### What you will do
The line with "Turn the roads" marks the first line to copy, and the line with "Extract the road" marks the last. Transcribe that stretch of the data below exactly, without pictures.

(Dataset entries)
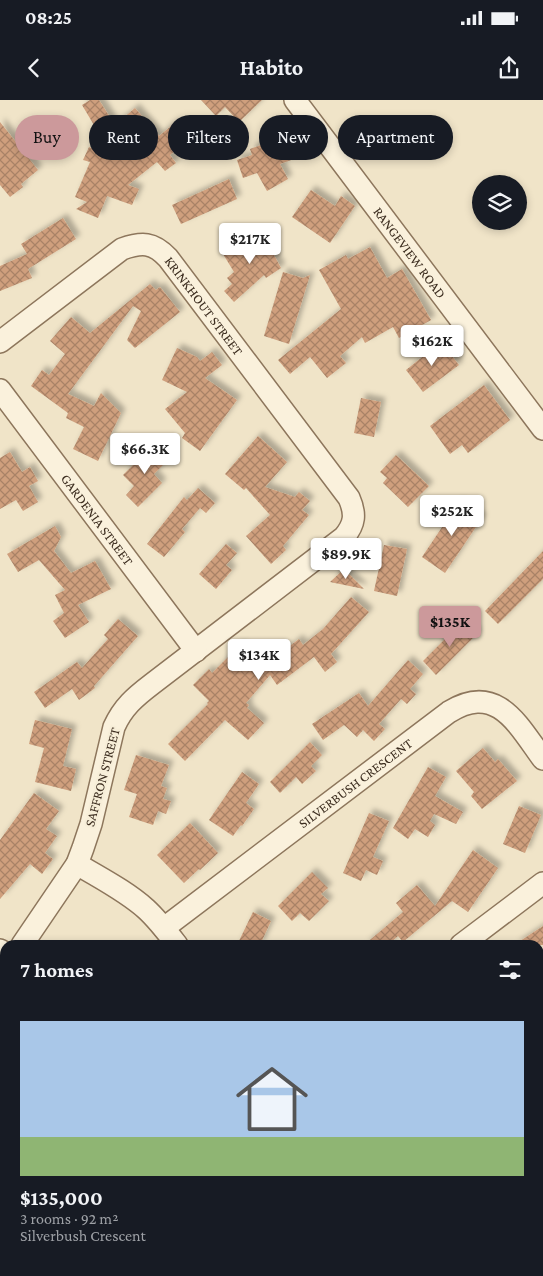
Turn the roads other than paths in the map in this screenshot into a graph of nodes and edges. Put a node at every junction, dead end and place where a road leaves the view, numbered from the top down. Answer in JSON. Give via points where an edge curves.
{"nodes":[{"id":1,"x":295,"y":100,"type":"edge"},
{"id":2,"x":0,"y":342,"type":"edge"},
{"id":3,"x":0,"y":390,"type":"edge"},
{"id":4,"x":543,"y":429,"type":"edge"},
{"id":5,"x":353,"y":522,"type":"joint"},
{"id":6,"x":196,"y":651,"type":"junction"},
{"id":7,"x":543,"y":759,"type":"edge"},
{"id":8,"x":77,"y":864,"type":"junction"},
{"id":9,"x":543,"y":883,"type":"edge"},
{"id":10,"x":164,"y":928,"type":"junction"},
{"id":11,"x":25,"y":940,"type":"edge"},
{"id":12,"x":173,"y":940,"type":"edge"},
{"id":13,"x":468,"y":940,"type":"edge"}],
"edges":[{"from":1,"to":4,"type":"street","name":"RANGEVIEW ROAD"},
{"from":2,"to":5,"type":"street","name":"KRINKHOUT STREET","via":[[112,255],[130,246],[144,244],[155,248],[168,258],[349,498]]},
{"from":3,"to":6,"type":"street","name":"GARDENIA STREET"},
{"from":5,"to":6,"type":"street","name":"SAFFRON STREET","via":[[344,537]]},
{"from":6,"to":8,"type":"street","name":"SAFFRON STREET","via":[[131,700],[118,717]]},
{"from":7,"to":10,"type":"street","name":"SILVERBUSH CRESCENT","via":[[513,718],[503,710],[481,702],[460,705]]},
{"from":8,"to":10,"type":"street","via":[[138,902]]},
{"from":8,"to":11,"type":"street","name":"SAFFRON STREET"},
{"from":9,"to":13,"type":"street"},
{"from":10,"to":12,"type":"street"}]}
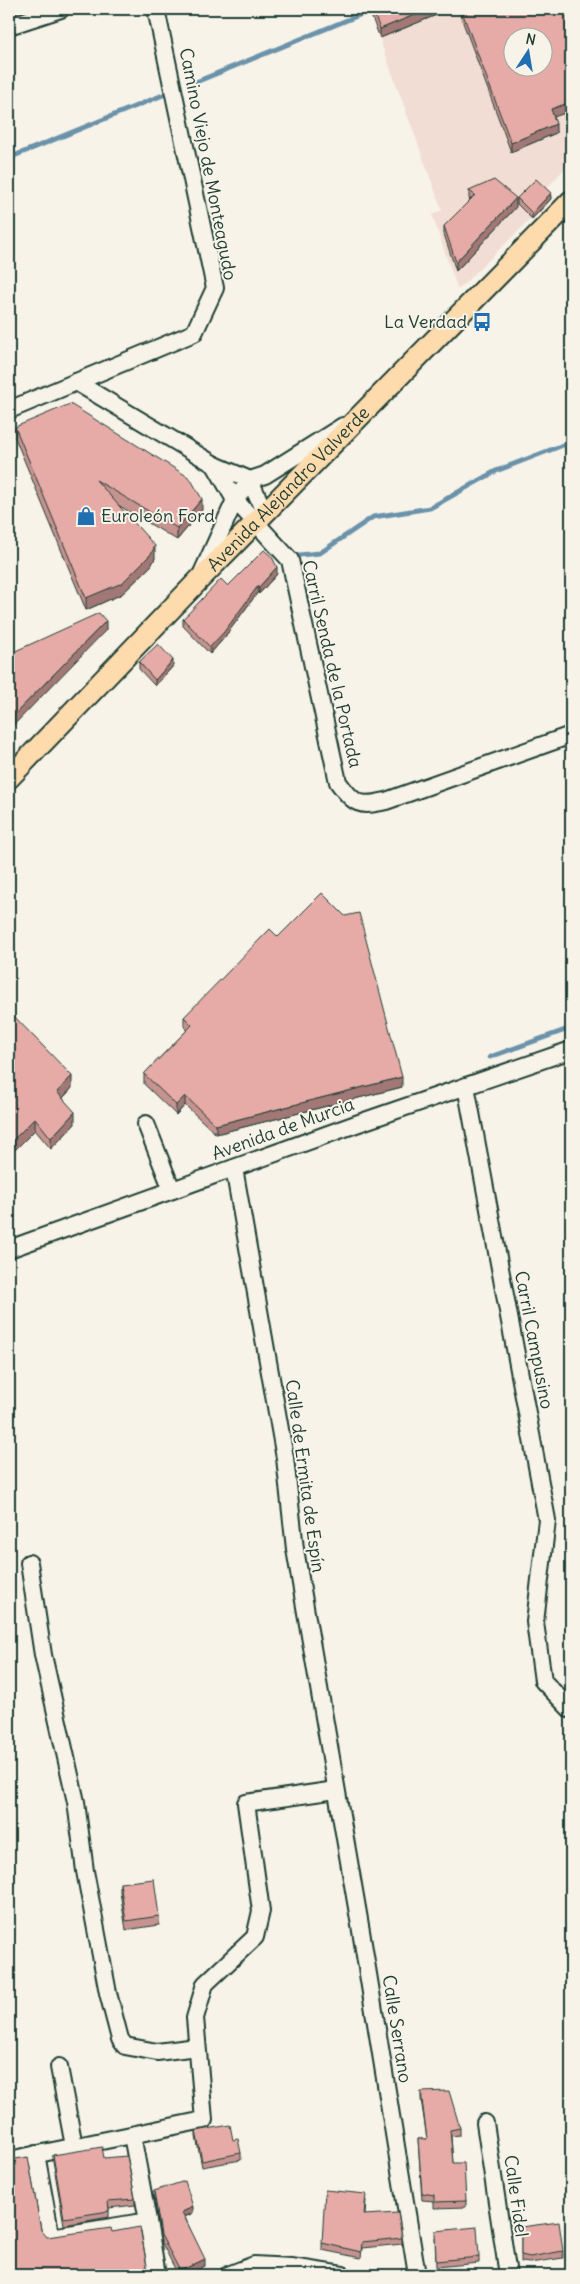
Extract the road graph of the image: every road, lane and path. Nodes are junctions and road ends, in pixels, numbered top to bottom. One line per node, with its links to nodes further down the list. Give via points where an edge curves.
--
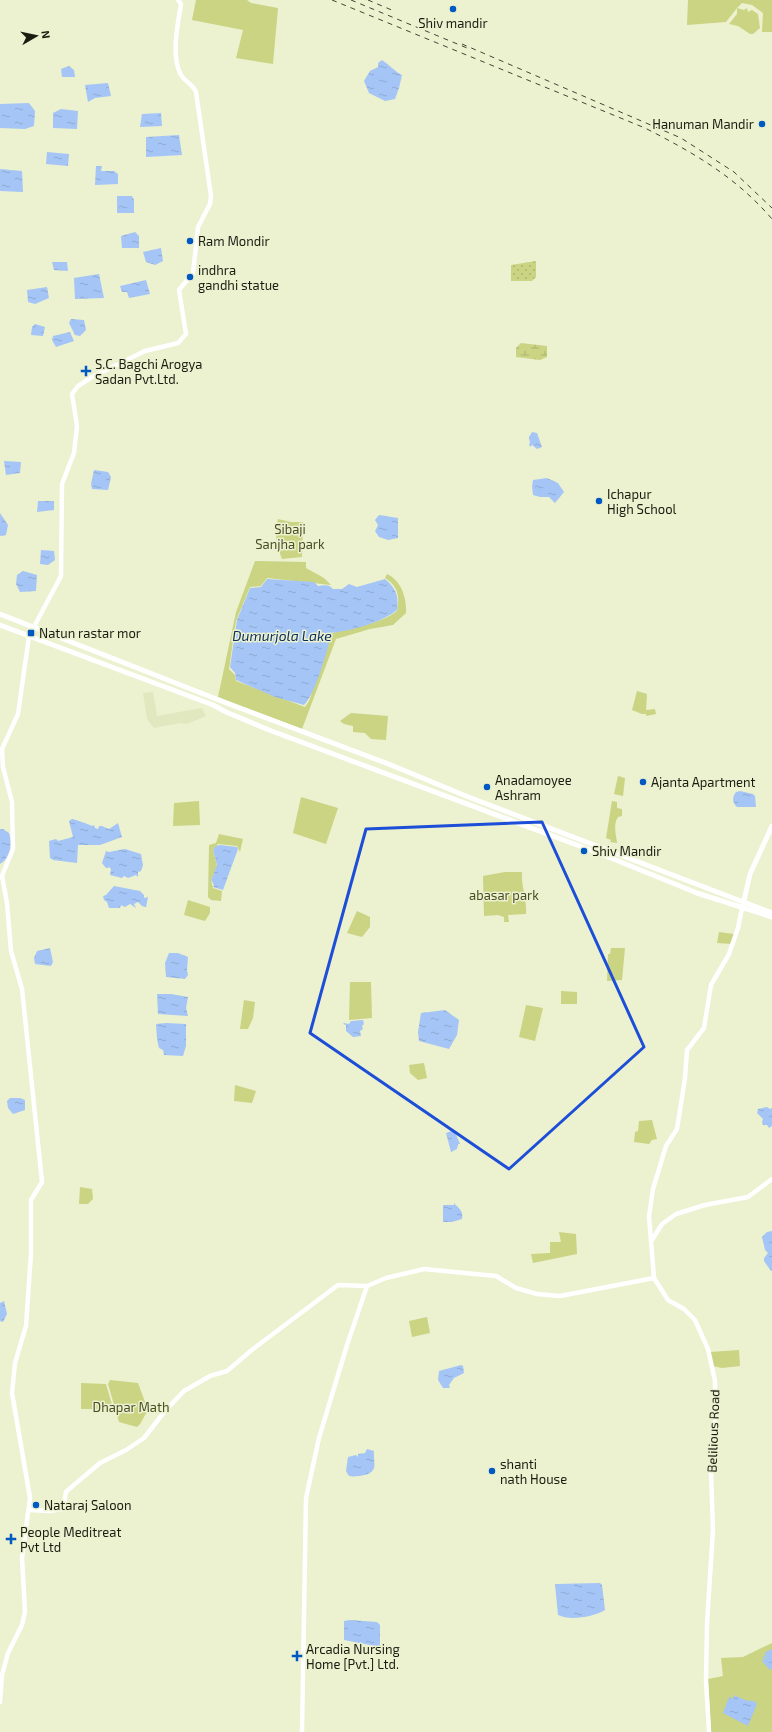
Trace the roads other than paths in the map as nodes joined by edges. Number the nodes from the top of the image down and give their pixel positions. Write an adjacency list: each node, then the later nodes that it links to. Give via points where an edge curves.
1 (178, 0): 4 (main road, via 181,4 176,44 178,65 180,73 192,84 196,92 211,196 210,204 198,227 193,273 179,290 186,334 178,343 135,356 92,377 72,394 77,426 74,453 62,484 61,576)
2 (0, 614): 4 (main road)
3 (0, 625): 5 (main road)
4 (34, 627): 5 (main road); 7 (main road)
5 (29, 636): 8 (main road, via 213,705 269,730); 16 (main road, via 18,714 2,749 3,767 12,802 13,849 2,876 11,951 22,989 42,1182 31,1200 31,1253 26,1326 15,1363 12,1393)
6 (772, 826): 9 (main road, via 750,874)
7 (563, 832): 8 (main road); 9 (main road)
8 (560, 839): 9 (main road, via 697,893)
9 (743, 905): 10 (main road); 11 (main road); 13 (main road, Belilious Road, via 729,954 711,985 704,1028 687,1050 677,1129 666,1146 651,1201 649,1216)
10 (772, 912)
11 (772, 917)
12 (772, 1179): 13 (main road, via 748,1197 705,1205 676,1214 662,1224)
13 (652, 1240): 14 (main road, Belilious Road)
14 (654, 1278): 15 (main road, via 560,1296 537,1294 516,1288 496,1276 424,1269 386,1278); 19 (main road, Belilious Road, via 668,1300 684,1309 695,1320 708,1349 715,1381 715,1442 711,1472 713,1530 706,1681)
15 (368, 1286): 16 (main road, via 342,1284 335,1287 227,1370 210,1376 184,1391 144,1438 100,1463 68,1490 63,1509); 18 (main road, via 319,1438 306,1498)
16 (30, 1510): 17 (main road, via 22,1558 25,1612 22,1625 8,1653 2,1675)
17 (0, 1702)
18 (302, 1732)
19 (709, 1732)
==
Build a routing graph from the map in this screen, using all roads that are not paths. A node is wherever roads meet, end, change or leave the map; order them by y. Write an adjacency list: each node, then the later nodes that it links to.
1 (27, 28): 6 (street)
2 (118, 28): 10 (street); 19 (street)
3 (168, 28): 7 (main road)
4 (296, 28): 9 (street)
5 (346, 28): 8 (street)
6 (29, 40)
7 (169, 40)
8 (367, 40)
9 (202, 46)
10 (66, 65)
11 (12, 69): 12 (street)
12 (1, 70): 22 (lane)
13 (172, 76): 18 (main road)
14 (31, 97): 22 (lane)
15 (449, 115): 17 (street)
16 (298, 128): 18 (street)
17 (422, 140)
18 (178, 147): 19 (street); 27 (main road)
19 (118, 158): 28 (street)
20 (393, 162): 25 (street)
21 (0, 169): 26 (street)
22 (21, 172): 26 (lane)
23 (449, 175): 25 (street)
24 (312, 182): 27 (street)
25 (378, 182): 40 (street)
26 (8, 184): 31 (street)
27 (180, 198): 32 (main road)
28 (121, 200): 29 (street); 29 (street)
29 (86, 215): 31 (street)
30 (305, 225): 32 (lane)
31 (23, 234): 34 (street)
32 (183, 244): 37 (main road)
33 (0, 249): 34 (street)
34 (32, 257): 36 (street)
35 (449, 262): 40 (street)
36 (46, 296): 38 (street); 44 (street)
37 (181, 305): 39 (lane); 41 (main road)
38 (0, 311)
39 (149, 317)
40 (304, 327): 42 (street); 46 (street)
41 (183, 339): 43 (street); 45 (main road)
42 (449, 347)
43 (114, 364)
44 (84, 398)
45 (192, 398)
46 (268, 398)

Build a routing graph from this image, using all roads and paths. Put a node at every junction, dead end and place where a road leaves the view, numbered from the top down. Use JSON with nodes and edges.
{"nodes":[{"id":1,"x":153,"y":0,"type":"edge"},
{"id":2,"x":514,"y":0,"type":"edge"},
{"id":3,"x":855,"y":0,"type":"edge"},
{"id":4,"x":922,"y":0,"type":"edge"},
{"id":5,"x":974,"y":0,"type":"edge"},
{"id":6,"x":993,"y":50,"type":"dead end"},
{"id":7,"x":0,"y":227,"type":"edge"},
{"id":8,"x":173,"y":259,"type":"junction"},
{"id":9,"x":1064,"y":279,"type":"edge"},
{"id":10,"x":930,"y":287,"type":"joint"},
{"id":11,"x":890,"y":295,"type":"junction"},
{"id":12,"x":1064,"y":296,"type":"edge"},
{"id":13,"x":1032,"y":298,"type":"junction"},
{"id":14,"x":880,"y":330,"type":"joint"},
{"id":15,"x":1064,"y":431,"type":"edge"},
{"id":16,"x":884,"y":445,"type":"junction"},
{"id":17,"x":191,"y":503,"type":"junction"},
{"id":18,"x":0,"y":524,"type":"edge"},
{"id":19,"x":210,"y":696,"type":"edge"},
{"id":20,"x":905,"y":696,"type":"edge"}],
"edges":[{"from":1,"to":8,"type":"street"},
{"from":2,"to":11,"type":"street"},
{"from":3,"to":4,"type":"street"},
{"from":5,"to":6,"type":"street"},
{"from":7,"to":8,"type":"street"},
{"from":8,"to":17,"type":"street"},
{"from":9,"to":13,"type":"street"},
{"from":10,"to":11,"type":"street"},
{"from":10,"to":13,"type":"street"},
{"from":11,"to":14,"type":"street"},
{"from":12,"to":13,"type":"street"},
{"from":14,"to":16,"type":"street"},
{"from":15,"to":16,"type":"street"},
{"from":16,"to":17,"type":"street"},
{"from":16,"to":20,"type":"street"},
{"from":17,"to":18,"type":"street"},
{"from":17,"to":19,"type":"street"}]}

### Finished exercise
Turn the roads other than paths in the map in this screenshot into a graph of nodes and edges. Put a node at every junction, dead end and place where a road leaves the view, numbered from the top down. Answer in JSON. Give via points where an edge curves.
{"nodes":[{"id":1,"x":295,"y":100,"type":"edge"},
{"id":2,"x":0,"y":342,"type":"edge"},
{"id":3,"x":0,"y":390,"type":"edge"},
{"id":4,"x":543,"y":429,"type":"edge"},
{"id":5,"x":353,"y":522,"type":"joint"},
{"id":6,"x":196,"y":651,"type":"junction"},
{"id":7,"x":543,"y":759,"type":"edge"},
{"id":8,"x":77,"y":864,"type":"junction"},
{"id":9,"x":543,"y":883,"type":"edge"},
{"id":10,"x":164,"y":928,"type":"junction"},
{"id":11,"x":25,"y":940,"type":"edge"},
{"id":12,"x":173,"y":940,"type":"edge"},
{"id":13,"x":468,"y":940,"type":"edge"}],
"edges":[{"from":1,"to":4,"type":"street","name":"RANGEVIEW ROAD"},
{"from":2,"to":5,"type":"street","name":"KRINKHOUT STREET","via":[[112,255],[130,246],[144,244],[155,248],[168,258],[349,498]]},
{"from":3,"to":6,"type":"street","name":"GARDENIA STREET"},
{"from":5,"to":6,"type":"street","name":"SAFFRON STREET","via":[[344,537]]},
{"from":6,"to":8,"type":"street","name":"SAFFRON STREET","via":[[131,700],[118,717]]},
{"from":7,"to":10,"type":"street","name":"SILVERBUSH CRESCENT","via":[[513,718],[503,710],[481,702],[460,705]]},
{"from":8,"to":10,"type":"street","via":[[138,902]]},
{"from":8,"to":11,"type":"street","name":"SAFFRON STREET"},
{"from":9,"to":13,"type":"street"},
{"from":10,"to":12,"type":"street"}]}
Extract the road graph of the image: every road, lane and path. Nodes are junctions and road ends, in pixels, numbered top to bottom. One line per node, with its links to nodes further down the list. Give via points where an edge curves.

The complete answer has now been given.